Occorre a questo punto ritornare un momento sulla definizione di degrado formulata poco sopra per aggiungere un’ultima riflessione. Se si sposta l’attenzione direttamente sulla presenza dei sacchetti in strada, si noterà che questi non sono il vero problema ma semmai l’esposizione evidente di un problema che ha radici più profonde e che coinvolge, seppur indirettamente, i cittadini stessi. In un’ottica un po’ animista quel che rimane è che questi sacchetti restano pubblicamente esposti alla giornata, privati come sono di un orizzonte temporale all’interno del quale la loro pubblica presenza possa essere gestita.

Proverei ora a spostare i ragionamenti fatti fin qui su un piano più prettamente legato all’essere umano. Che l’immondizia possa essere una metafora potente a spiegare come alcune forme di vita subiscano gli stessi meccanismi di scarto lo dice il Papa stesso. Nell’enciclica Laudato Si, dove Papa Francesco lega intimamente la povertà e il degrado sociale con le questioni più attinenti all’inquinamento e il degrado planetario, il Pontefice scrive “questi problemi sono intimamente legati alla cultura dello scarto, che colpisce tanto gli esseri umani esclusi quanto le cose che si trasformano velocemente in spazzatura.”

L’aspetto però che mi preme maggiormente raccontare è quello relativo all’orizzonte temporale. Nel cortometraggio A Memoria di Maresco e Crispì la povertà è descritta attraverso la rappresentazione di corpi inerti che vagano in architetture fatiscenti. Il dispositivo mediante il quale l’assenza di orizzonte viene espressa è infatti proprio quello architettonico: il movimento, che da gesto funzionalizzante si rende inespressivo, quasi fosse un riflesso involontario, descrive corpi che navigano all’interno di un contesto spaziale spogliato di qualunque funzione, abbandonato ed esposto a se stesso proprio come le figure che vagano in esso.

Che il possedere un orizzonte temporale fosse una chimera, gli antichi Greci lo sapevano bene e lo identificavano nell’effimero. Effimero infatti non aveva, al contrario di noi contemporanei, alcun legame con la durata breve di un evento. Piuttosto, significava esposizione al giorno e alla giornata. L’essere umano era esposto agli eventi, viveva la giornata sotto il giogo di una volontà divina, che inquadrava l’esistenza di qualunque individuo all’interno di una costante precarietà. È proprio quest’ultima, a mio avviso, che la nostra società iper-moderna e iper-connessa si affanna a raccontare diversamente sotto le spoglie di una stabilità fittizia e conformante.

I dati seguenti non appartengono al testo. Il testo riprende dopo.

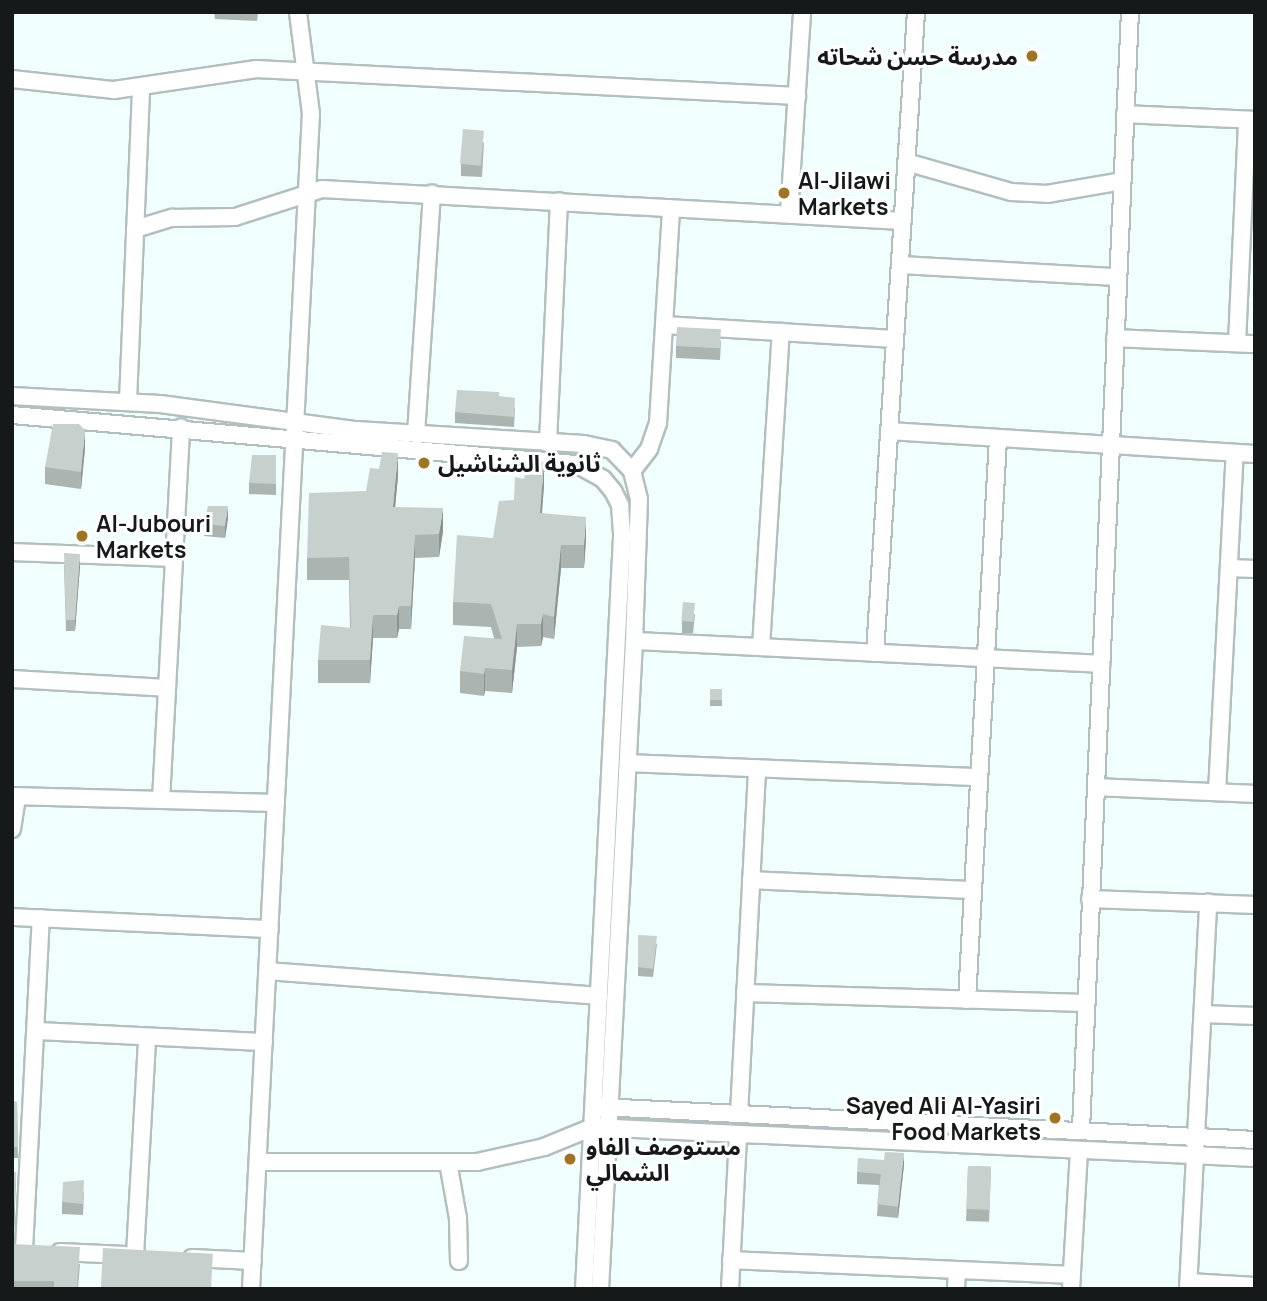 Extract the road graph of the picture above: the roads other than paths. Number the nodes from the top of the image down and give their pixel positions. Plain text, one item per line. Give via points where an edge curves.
1 (298, 12) edge
2 (802, 12) edge
3 (916, 12) edge
4 (1130, 12) edge
5 (309, 70) junction
6 (12, 79) edge
7 (141, 87) junction
8 (797, 96) junction
9 (1125, 114) junction
10 (1251, 120) edge
11 (906, 162) junction
12 (1122, 181) junction
13 (307, 193) junction
14 (432, 194) junction
15 (559, 201) junction
16 (671, 208) junction
17 (789, 214) junction
18 (902, 221) junction
19 (135, 229) junction
20 (900, 265) junction
21 (1118, 277) junction
22 (664, 325) junction
23 (781, 332) junction
24 (895, 338) junction
25 (1115, 338) junction
26 (1237, 343) junction
27 (1255, 344) edge
28 (12, 396) edge
29 (128, 401) junction
30 (12, 415) edge
31 (295, 423) junction
32 (181, 428) junction
33 (889, 431) junction
34 (416, 434) junction
35 (998, 439) junction
36 (294, 442) junction
37 (548, 443) junction
38 (1111, 446) junction
39 (1236, 453) junction
40 (1255, 454) edge
41 (632, 471) junction
42 (12, 552) edge
43 (174, 558) junction
44 (1229, 568) junction
45 (1255, 569) edge
46 (634, 641) junction
47 (761, 647) junction
48 (874, 653) junction
49 (985, 658) junction
50 (1101, 664) junction
51 (12, 680) edge
52 (167, 688) junction
53 (628, 763) junction
54 (757, 768) junction
55 (979, 776) junction
56 (1096, 787) junction
57 (1217, 792) junction
58 (1255, 794) edge
59 (15, 796) edge
60 (161, 800) junction
61 (276, 803) junction
62 (12, 829) edge
63 (751, 880) junction
64 (973, 890) junction
65 (1090, 899) junction
66 (1208, 904) junction
67 (1255, 905) edge
68 (12, 917) edge
69 (41, 918) junction
70 (270, 929) junction
71 (268, 971) junction
72 (745, 993) junction
73 (599, 996) junction
74 (967, 1000) junction
75 (1086, 1003) junction
76 (1203, 1014) junction
77 (1255, 1016) edge
78 (36, 1031) junction
79 (147, 1037) junction
80 (264, 1042) junction
81 (601, 1107) junction
82 (739, 1114) junction
83 (601, 1127) junction
84 (1081, 1129) junction
85 (738, 1133) junction
86 (1196, 1136) junction
87 (1255, 1140) edge
88 (1079, 1150) junction
89 (1195, 1155) junction
90 (1255, 1158) edge
91 (258, 1162) junction
92 (448, 1162) junction
93 (18, 1250) edge
94 (174, 1257) edge
95 (731, 1260) junction
96 (253, 1261) junction
97 (459, 1261) dead end
98 (957, 1270) junction
99 (1072, 1282) edge
100 (1189, 1285) edge
101 (1255, 1286) edge
102 (251, 1289) edge
103 (584, 1289) edge
104 (600, 1289) edge
105 (730, 1289) edge
106 (956, 1289) edge

1 - 5 street
2 - 8 street
3 - 11 street
4 - 9 street
5 - 7 street via 256,69
5 - 8 street
5 - 13 street
6 - 7 street via 86,89
7 - 19 street
8 - 17 street
9 - 10 street
9 - 12 street
10 - 26 street
11 - 12 street via 1011,192 1047,194
11 - 18 street
12 - 21 street
13 - 14 street via 322,189
13 - 19 street via 235,217 172,218
13 - 31 street
14 - 15 street
14 - 34 street
15 - 16 street
15 - 37 street
16 - 17 street
16 - 22 street
17 - 18 street
18 - 20 street
19 - 29 street
20 - 21 street
20 - 24 street
21 - 25 street
22 - 23 street
22 - 41 street via 656,430 649,449
23 - 24 street
23 - 47 street
24 - 33 street
25 - 26 street
25 - 38 street
26 - 27 street
28 - 29 street
29 - 31 street
30 - 32 street
31 - 34 street
31 - 36 street
32 - 36 street
32 - 43 street
33 - 35 street
33 - 48 street
34 - 37 street
35 - 38 street
35 - 49 street
36 - 61 street
36 - 73 street via 576,464 597,474 613,491 620,505 622,537
37 - 41 street via 612,450
38 - 39 street
38 - 50 street
39 - 40 street
39 - 44 street
41 - 46 street via 639,499
42 - 43 street
43 - 52 street
44 - 45 street
44 - 57 street
46 - 47 street
46 - 53 street
47 - 48 street
48 - 49 street
49 - 50 street
49 - 55 street
50 - 56 street
51 - 52 street
52 - 60 street
53 - 54 street
53 - 81 street
54 - 55 street
54 - 63 street
55 - 64 street
56 - 57 street
56 - 65 street
57 - 58 street
59 - 60 street
59 - 62 street
60 - 61 street
61 - 70 street
63 - 64 street
63 - 72 street
64 - 74 street
65 - 66 street
65 - 75 street
66 - 67 street
66 - 76 street
68 - 69 street
69 - 70 street
69 - 78 street
70 - 71 street
71 - 73 street
71 - 80 street
72 - 74 street
72 - 82 street
73 - 81 street
74 - 75 street
75 - 84 street
76 - 77 street
76 - 86 street
78 - 79 street
78 - 93 street
79 - 80 street
79 - 93 street via 141,1256
80 - 91 street
81 - 82 street
81 - 83 street
82 - 84 street
83 - 85 street
83 - 92 street via 514,1156
83 - 103 street
83 - 104 street
84 - 86 street
85 - 88 street
85 - 95 street
86 - 87 street
86 - 89 street
88 - 89 street
88 - 99 street
89 - 90 street
89 - 100 street
91 - 92 street
91 - 96 street
92 - 97 street via 458,1218
94 - 96 street
95 - 98 street
95 - 105 street
96 - 102 street
98 - 99 street
98 - 106 street
100 - 101 street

Quando sento politici inneggiare a tutte le decine di migliaia i persone che lo seguono lo slogan “porti chiusi!” Il mio pensiero non può che tornare a quello che descrivevo sopra riferendomi all’immondizia. Mi domando infatti cosa succederebbe se da domani la sovrastruttura che si occupa dei rifiuti a Roma dicesse che i cassonetti sono chiusi e che i rifiuti ce li dobbiamo gestire a casa nostra (continuando a produrne)? Quello che a me pare sfugga nel dichiarare che i porti sono chiusi, che certe persone è meglio che non arrivino, è in realtà un’implicita dichiarazione di incompetenza, di una manifesta incapacità di gestire una situazione che genera un accumulo di persone, esseri viventi, che vengono trattati alla stregua dei rifiuti. E la presunta soluzione propinata avviene per mezzo di un atto de-responsabilizzante che colpisce soprattutto l’altro (il più debole).

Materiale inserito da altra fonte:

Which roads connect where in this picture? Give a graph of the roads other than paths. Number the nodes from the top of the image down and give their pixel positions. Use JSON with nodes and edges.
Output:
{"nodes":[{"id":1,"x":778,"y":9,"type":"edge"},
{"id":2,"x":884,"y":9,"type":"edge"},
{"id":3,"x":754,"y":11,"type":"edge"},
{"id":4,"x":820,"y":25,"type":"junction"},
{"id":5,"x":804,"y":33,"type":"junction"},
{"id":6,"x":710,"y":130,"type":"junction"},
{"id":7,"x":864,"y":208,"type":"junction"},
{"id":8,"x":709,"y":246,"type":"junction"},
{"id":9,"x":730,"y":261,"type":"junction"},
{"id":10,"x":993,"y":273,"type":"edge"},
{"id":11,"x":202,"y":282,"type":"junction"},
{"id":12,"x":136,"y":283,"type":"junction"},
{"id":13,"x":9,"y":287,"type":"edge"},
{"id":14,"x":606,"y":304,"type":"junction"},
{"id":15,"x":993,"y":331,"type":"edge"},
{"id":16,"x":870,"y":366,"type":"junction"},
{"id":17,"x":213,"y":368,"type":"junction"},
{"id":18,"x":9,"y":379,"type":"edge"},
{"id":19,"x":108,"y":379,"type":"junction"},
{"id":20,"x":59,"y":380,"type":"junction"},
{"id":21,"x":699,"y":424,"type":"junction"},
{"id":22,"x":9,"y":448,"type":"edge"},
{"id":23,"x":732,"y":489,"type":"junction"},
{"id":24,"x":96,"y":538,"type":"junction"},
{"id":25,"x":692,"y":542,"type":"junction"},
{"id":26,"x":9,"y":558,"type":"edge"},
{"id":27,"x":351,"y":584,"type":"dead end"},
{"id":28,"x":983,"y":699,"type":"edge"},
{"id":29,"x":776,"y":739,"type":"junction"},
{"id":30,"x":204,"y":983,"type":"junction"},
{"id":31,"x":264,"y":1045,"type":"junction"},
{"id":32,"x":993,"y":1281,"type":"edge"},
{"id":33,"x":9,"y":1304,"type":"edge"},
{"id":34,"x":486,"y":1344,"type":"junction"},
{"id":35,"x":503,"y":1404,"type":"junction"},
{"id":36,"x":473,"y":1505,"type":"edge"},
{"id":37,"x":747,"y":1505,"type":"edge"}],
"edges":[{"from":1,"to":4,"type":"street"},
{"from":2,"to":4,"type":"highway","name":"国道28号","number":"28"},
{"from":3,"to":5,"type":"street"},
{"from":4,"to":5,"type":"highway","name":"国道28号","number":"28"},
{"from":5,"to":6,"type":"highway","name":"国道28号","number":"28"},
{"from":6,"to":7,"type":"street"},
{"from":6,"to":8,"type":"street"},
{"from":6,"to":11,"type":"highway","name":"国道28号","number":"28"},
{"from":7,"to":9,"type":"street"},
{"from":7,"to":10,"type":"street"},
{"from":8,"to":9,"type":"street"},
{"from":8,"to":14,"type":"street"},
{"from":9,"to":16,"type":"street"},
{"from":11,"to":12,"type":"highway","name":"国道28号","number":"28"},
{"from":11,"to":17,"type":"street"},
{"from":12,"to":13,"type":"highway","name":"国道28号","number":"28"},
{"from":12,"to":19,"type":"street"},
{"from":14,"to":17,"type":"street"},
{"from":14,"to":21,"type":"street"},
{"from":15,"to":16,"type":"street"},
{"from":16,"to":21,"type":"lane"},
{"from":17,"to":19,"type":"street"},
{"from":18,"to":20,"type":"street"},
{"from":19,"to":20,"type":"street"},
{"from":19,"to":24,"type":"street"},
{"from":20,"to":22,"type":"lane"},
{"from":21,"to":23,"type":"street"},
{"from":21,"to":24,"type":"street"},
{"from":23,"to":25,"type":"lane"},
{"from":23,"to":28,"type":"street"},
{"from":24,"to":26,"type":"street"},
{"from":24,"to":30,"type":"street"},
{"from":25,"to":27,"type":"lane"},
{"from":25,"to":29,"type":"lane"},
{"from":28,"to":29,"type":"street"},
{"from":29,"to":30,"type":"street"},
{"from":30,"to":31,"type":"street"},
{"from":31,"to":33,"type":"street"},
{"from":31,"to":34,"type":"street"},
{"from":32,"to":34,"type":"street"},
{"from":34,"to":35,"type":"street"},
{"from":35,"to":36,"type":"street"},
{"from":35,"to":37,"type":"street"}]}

Quello che vedo accadere in questi giorni così come quando lo raccontavo nel post del 2015 sono cittadini, siano essi una capitana di nave piuttosto che un senzatetto, che si assumono la responsabilità di prodigarsi per un bene superiore che è in fondo un bene comune, assumendosi tutti i rischi connessi a tali gesti. Queste azioni, se da un lato esprimono un senso critico fortissimo verso un modo di intendere l’agire politico quale erogazione di un servizio, dall’altro invitano e aprono questa stessa azione critica ad un ripensamento: la vera innovazione sociale si attua smettendo di intendere i problemi che si presentano di volta in volta e in sfere differenti come la rottura di una promessa legata ad un servizio, che spesso sfocia in mera lamentela e disillusione. Piuttosto, perché si attui una vera innovazione sociale e culturale, occorre comprendere e ripensare il nostro senso civico in una chiave più ecosistemica.